GreenmaskIO / greenmask

PostgreSQL database anonymization and synthetic data generation tool
https://greenmask.io
Apache License 2.0
1.07k stars 18 forks source link

Dump not applying transformation with no error emitted #176

Closed wnatrifork closed 2 months ago

wnatrifork commented 2 months ago

It seems possible to encounter a case when despite a transformation is defined it is not applied and no error is emitted. Shouldn't user be warned if a transformer is not being applied?

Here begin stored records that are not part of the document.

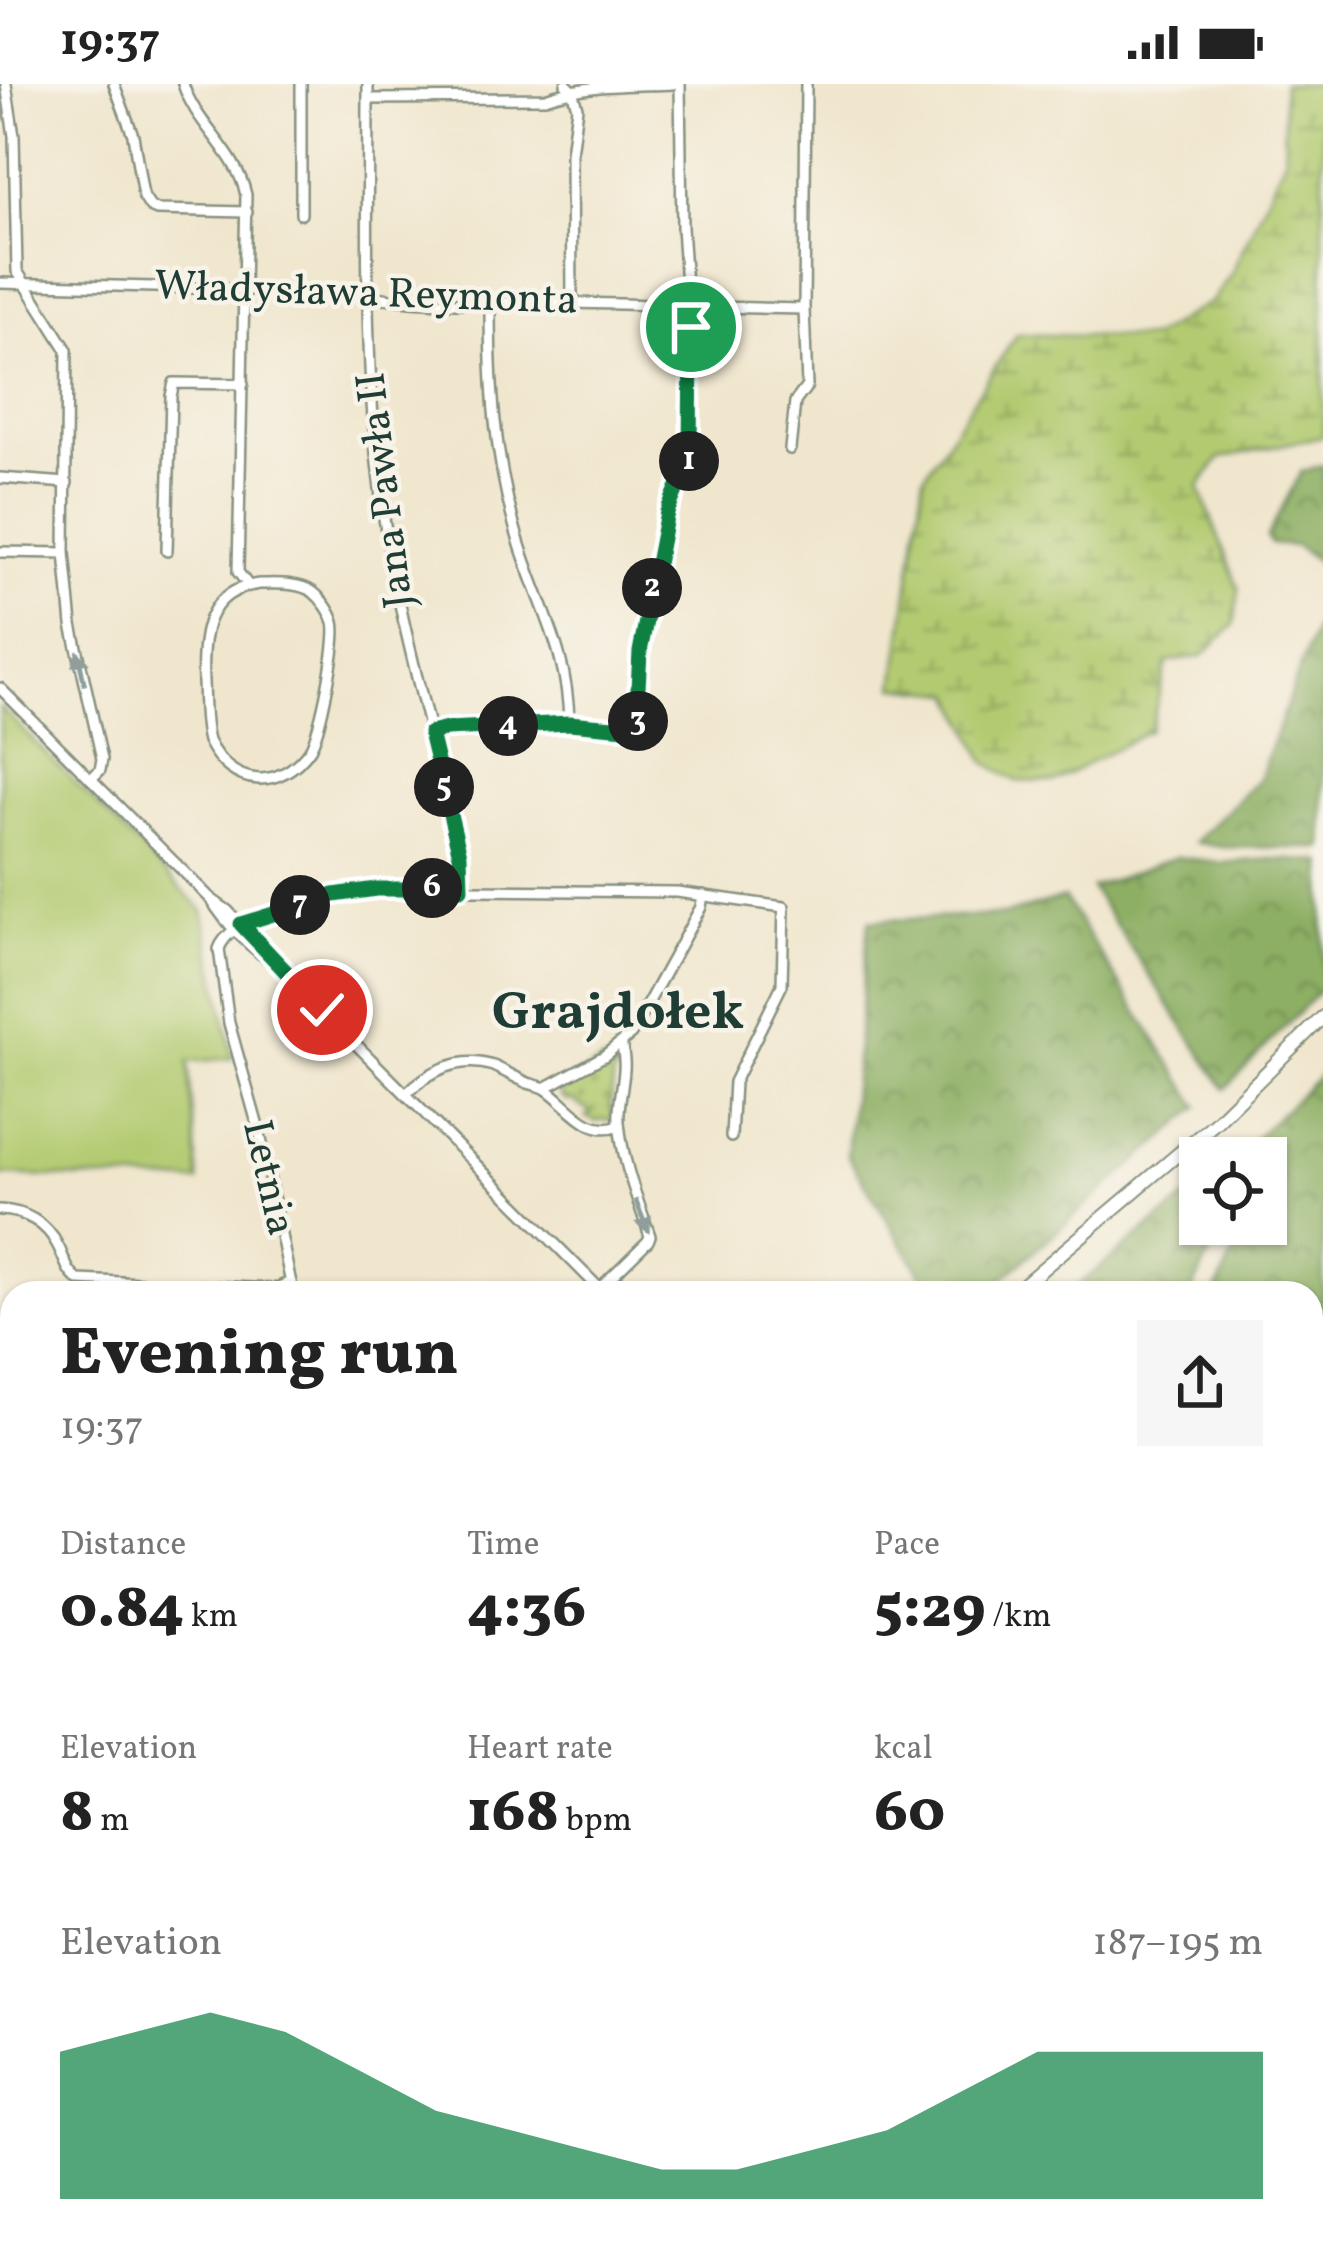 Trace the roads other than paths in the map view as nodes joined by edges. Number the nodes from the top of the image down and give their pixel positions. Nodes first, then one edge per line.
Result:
1 (6, 84) edge
2 (114, 84) edge
3 (183, 84) edge
4 (301, 84) edge
5 (368, 84) edge
6 (677, 84) edge
7 (806, 84) edge
8 (569, 87) edge
9 (368, 99) junction
10 (0, 156) edge
11 (15, 157) junction
12 (247, 212) junction
13 (302, 214) dead end
14 (0, 283) edge
15 (23, 284) junction
16 (246, 290) junction
17 (368, 296) junction
18 (572, 303) junction
19 (490, 304) junction
20 (688, 308) junction
21 (804, 309) junction
22 (243, 383) junction
23 (790, 448) dead end
24 (0, 478) edge
25 (67, 483) junction
26 (167, 551) dead end
27 (0, 552) edge
28 (65, 554) junction
29 (248, 586) junction
30 (0, 688) edge
31 (569, 723) junction
32 (430, 733) junction
33 (91, 779) junction
34 (461, 889) junction
35 (704, 895) junction
36 (238, 926) junction
37 (1323, 1017) edge
38 (621, 1044) junction
39 (545, 1088) junction
40 (406, 1094) junction
41 (620, 1125) junction
42 (731, 1137) dead end
43 (0, 1210) edge
44 (100, 1281) edge
45 (291, 1281) edge
46 (592, 1281) edge
47 (606, 1281) edge
48 (1029, 1281) edge

1 - 11 street
2 - 12 street
3 - 12 street
4 - 13 street
5 - 9 street, Jana Pawła II
6 - 8 street
6 - 20 street
7 - 21 street
8 - 9 street
8 - 18 street
9 - 17 street, Jana Pawła II
10 - 11 street
11 - 15 street
12 - 16 street
14 - 15 street, Władysława Reymonta
15 - 16 street, Władysława Reymonta
15 - 25 street
16 - 17 street, Władysława Reymonta
16 - 22 street
17 - 19 street, Władysława Reymonta
17 - 32 street, Jana Pawła II
18 - 19 street, Władysława Reymonta
18 - 20 street, Władysława Reymonta
19 - 31 street
20 - 21 street, Władysława Reymonta
20 - 31 street
21 - 23 street
22 - 26 street
22 - 29 street
24 - 25 street
25 - 28 street
27 - 28 street
33 -> 28 street
29 - 29 street
30 - 33 street
31 - 32 street
32 - 34 street, Jana Pawła II
33 - 36 street
34 - 35 street
34 - 36 street
35 - 38 street
35 - 42 street
36 - 40 street
36 - 45 street, Letnia
37 - 48 main road
38 - 39 street
38 - 41 street
39 - 40 street
39 - 41 street
40 - 46 street
41 -> 47 street
43 - 44 street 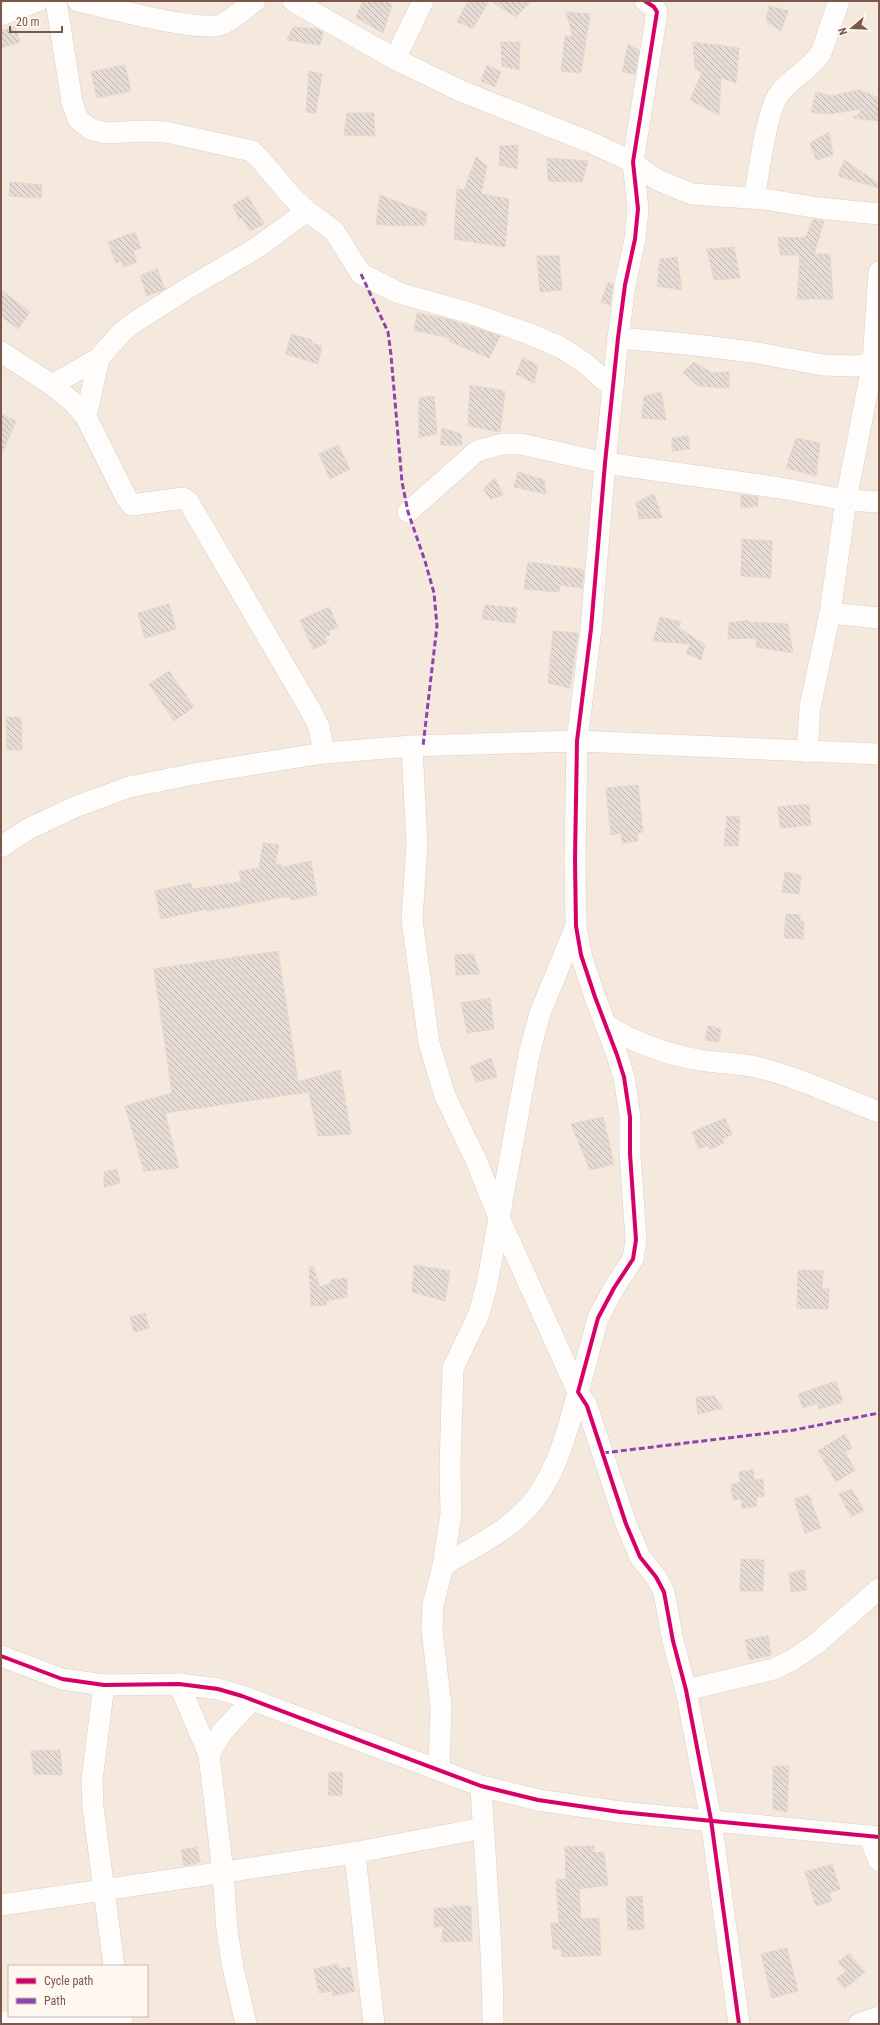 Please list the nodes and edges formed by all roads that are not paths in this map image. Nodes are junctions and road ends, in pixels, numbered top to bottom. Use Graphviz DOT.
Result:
graph roads {
  1 [pos="38,1"];
  2 [pos="56,1"];
  3 [pos="78,1"];
  4 [pos="255,1"];
  5 [pos="293,1"];
  6 [pos="423,1"];
  7 [pos="645,1"];
  8 [pos="839,1"];
  9 [pos="1,15"];
  10 [pos="395,58"];
  11 [pos="633,162"];
  12 [pos="754,198"];
  13 [pos="307,211"];
  14 [pos="879,214"];
  15 [pos="879,272"];
  16 [pos="618,338"];
  17 [pos="1,352"];
  18 [pos="100,358"];
  19 [pos="876,362"];
  20 [pos="52,385"];
  21 [pos="613,388"];
  22 [pos="86,417"];
  23 [pos="605,463"];
  24 [pos="846,500"];
  25 [pos="879,502"];
  26 [pos="408,512"];
  27 [pos="830,613"];
  28 [pos="879,618"];
  29 [pos="577,741"];
  30 [pos="412,746"];
  31 [pos="807,752"];
  32 [pos="324,754"];
  33 [pos="879,754"];
  34 [pos="1,846"];
  35 [pos="576,926"];
  36 [pos="606,1025"];
  37 [pos="879,1112"];
  38 [pos="500,1220"];
  39 [pos="578,1392"];
  40 [pos="443,1566"];
  41 [pos="879,1588"];
  42 [pos="1,1656"];
  43 [pos="179,1684"];
  44 [pos="104,1685"];
  45 [pos="686,1690"];
  46 [pos="252,1700"];
  47 [pos="208,1755"];
  48 [pos="439,1770"];
  49 [pos="482,1786"];
  50 [pos="711,1820"];
  51 [pos="483,1828"];
  52 [pos="874,1836"];
  53 [pos="353,1853"];
  54 [pos="879,1861"];
  55 [pos="223,1873"];
  56 [pos="103,1891"];
  57 [pos="1,1905"];
  58 [pos="114,1965"];
  59 [pos="879,2017"];
  60 [pos="122,2019"];
  61 [pos="1,2022"];
  62 [pos="246,2024"];
  63 [pos="374,2024"];
  64 [pos="493,2024"];
  65 [pos="739,2024"];
  66 [pos="859,2024"];
  1 -- 9 [label="street"];
  2 -- 13 [label="street"];
  3 -- 4 [label="street"];
  5 -- 10 [label="street"];
  6 -- 10 [label="street"];
  7 -- 11 [label="street"];
  8 -- 12 [label="street"];
  10 -- 11 [label="street"];
  11 -- 12 [label="street"];
  11 -- 16 [label="street"];
  12 -- 14 [label="street"];
  13 -- 18 [label="street"];
  13 -- 21 [label="street"];
  15 -- 19 [label="street"];
  16 -- 19 [label="street"];
  16 -- 21 [label="street"];
  17 -- 20 [label="street"];
  18 -- 20 [label="street"];
  18 -- 22 [label="street"];
  19 -- 24 [label="street"];
  20 -- 22 [label="street"];
  21 -- 23 [label="street"];
  22 -- 32 [label="street"];
  23 -- 24 [label="street"];
  23 -- 26 [label="street"];
  23 -- 29 [label="street"];
  24 -- 25 [label="street"];
  24 -- 27 [label="street"];
  27 -- 28 [label="street"];
  27 -- 31 [label="street"];
  29 -- 30 [label="street"];
  29 -- 31 [label="street"];
  29 -- 35 [label="street"];
  30 -- 32 [label="street"];
  30 -- 38 [label="street"];
  31 -- 33 [label="street"];
  32 -- 34 [label="street"];
  35 -- 36 [label="street"];
  35 -- 38 [label="street"];
  36 -- 37 [label="street"];
  36 -- 39 [label="street"];
  38 -- 39 [label="street"];
  38 -- 40 [label="street"];
  39 -- 40 [label="street"];
  39 -- 45 [label="street"];
  40 -- 48 [label="street"];
  41 -- 45 [label="street"];
  42 -- 44 [label="street"];
  43 -- 44 [label="street"];
  43 -- 46 [label="street"];
  43 -- 47 [label="street"];
  44 -- 56 [label="street"];
  45 -- 50 [label="street"];
  46 -- 47 [label="street"];
  46 -- 48 [label="street"];
  47 -- 55 [label="street"];
  48 -- 49 [label="street"];
  49 -- 50 [label="street"];
  49 -- 51 [label="street"];
  50 -- 52 [label="street"];
  50 -- 65 [label="street"];
  51 -- 53 [label="street"];
  51 -- 64 [label="street"];
  52 -- 54 [label="street"];
  53 -- 55 [label="street"];
  53 -- 63 [label="street"];
  55 -- 56 [label="street"];
  55 -- 62 [label="street"];
  56 -- 57 [label="street"];
  56 -- 58 [label="street"];
  59 -- 66 [label="street"];
  60 -- 61 [label="street"];
} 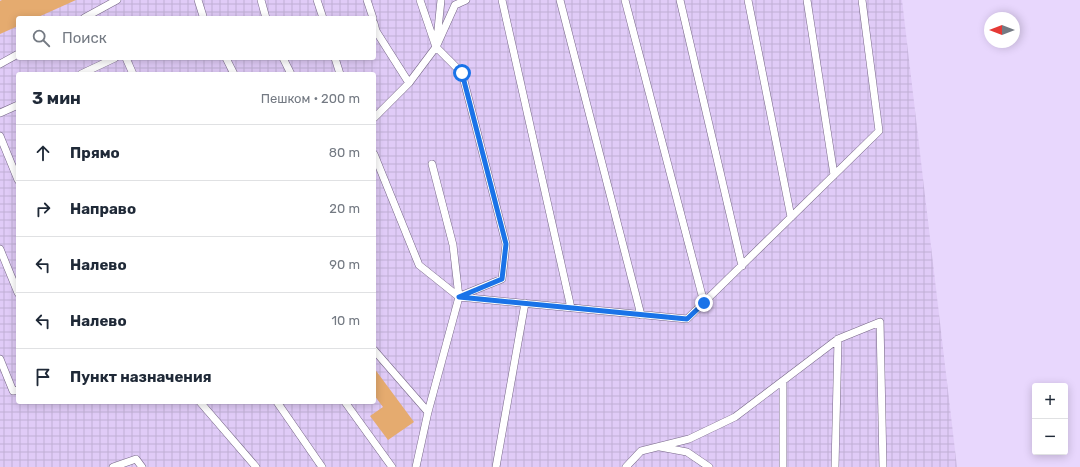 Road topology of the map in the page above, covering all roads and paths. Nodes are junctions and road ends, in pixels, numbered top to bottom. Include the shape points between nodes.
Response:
1 (117, 0) edge
2 (198, 0) edge
3 (261, 0) edge
4 (317, 0) edge
5 (367, 0) edge
6 (420, 0) edge
7 (441, 0) edge
8 (466, 0) edge
9 (502, 0) edge
10 (560, 0) edge
11 (625, 0) edge
12 (680, 0) edge
13 (748, 0) edge
14 (807, 0) edge
15 (862, 0) edge
16 (88, 16) edge
17 (202, 16) edge
18 (265, 16) edge
19 (322, 16) edge
20 (372, 16) edge
21 (376, 31) edge
22 (436, 47) junction
23 (16, 55) edge
24 (111, 60) edge
25 (127, 60) edge
26 (227, 60) edge
27 (284, 60) edge
28 (336, 60) edge
29 (0, 64) edge
30 (86, 72) edge
31 (133, 72) edge
32 (233, 72) edge
33 (290, 72) edge
34 (339, 72) edge
35 (409, 83) junction
36 (16, 106) edge
37 (0, 113) edge
38 (376, 116) edge
39 (0, 136) edge
40 (376, 159) edge
41 (432, 164) dead end
42 (16, 175) edge
43 (834, 175) junction
44 (791, 217) junction
45 (0, 249) edge
46 (742, 266) junction
47 (16, 288) edge
48 (459, 297) junction
49 (525, 303) junction
50 (704, 303) junction
51 (571, 308) junction
52 (641, 315) junction
53 (838, 339) junction
54 (376, 352) edge
55 (0, 359) edge
56 (783, 381) junction
57 (16, 390) edge
58 (202, 404) edge
59 (278, 404) edge
60 (346, 404) edge
61 (428, 412) junction
62 (658, 447) junction
63 (113, 467) edge
64 (142, 467) edge
65 (256, 467) edge
66 (322, 467) edge
67 (392, 467) edge
68 (416, 467) edge
69 (496, 467) edge
70 (626, 467) edge
71 (709, 467) edge
72 (783, 467) edge
73 (835, 467) edge
74 (883, 467) edge

1 - 16 lane
2 - 17 lane
3 - 18 lane
4 - 19 lane
5 - 20 lane
6 - 22 lane
7 - 22 lane
8 - 22 lane via 455,5
9 - 51 lane
10 - 52 lane
11 - 50 lane
12 - 46 lane
13 - 44 lane
14 - 43 lane
15 - 43 lane via 879,131
21 - 35 lane
22 - 35 lane
22 - 48 lane via 462,73 506,244 502,279
23 - 29 lane
24 - 30 lane
25 - 31 lane
26 - 32 lane
27 - 33 lane
28 - 34 lane
35 - 38 lane
36 - 37 lane
39 - 42 lane
40 - 48 lane via 419,265
41 - 48 lane via 453,245
43 - 44 lane
44 - 46 lane
45 - 47 lane
46 - 50 lane
48 - 49 lane
48 - 61 lane
49 - 51 lane
49 - 69 lane
50 - 52 lane via 687,319
51 - 52 lane
53 - 56 lane
53 - 73 lane
53 - 74 lane via 880,322
54 - 61 lane
55 - 57 lane via 13,391
56 - 62 lane via 735,417 689,438
56 - 72 lane
58 - 65 lane
59 - 66 lane
60 - 67 lane
61 - 68 lane
62 - 70 lane via 641,451
62 - 71 lane via 687,452
63 - 64 lane via 136,459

greenmask_config.yml file:

dump:
  pg_dump_options:
    dbname: host=localhost user=wna dbname=bireporting
    load-via-partition-root: true
storage:
  type: directory
  directory:
    path: /Users/wna/Developer/
  transformation:
    - schema: public
      name: backlog_entry_value
      transformers:
        - name: RandomFloat
          params:
            column: "value"
            min: 0.0
            max: 10.0
            precision: 2
./greenmask dump --config=greenmask_config.yml
./greenmask list-dumps --config=greenmask_config.yml
+---------------+---------------------------+-------------+----------+-----------------+----------+-------------+-------------------+
|      ID       |           DATE            |  DATABASE   |   SIZE   | COMPRESSED SIZE | DURATION | TRANSFORMED |      STATUS       |
+---------------+---------------------------+-------------+----------+-----------------+----------+-------------+-------------------+
| 1724488905081 | 2024-08-24T10:41:45+02:00 | bireporting | 26.5 MiB | 8.5 MiB         | 00:00:00 | false       | done              |
+---------------+---------------------------+-------------+----------+-----------------+----------+-------------+-------------------+

A part of metadata.json file. Notice transformers is null.

{
    "startedAt": "2024-08-24T10:41:45.081384+02:00",
    "completedAt": "2024-08-24T10:41:45.816925+02:00",
    "originalSize": 27828141,
    "compressedSize": 8912949,
    "transformers": null,
    "database_schema":
    [
        {
            "schema": "public",
            "name": "backlog_entry_value",
            "oid": 16409,
            "columns":
            [
                {
                    "idx": 2,
                    "name": "value",
                    "type_name": "numeric(10,2)",
                    "canonical_type_name": "numeric",
                    "type_oid": 1700,
                    "num": 3,
                    "not_null": false,
                    "length": 655366,
                    "type_length": -1,
                    "is_generated": false,
                    "overridden_type_name": "",
                    "overridden_type_oid": 0,
                    "overridden_type_size": 0
                },
    [...]

I was not able to find the root cause of the issue in reasonable time.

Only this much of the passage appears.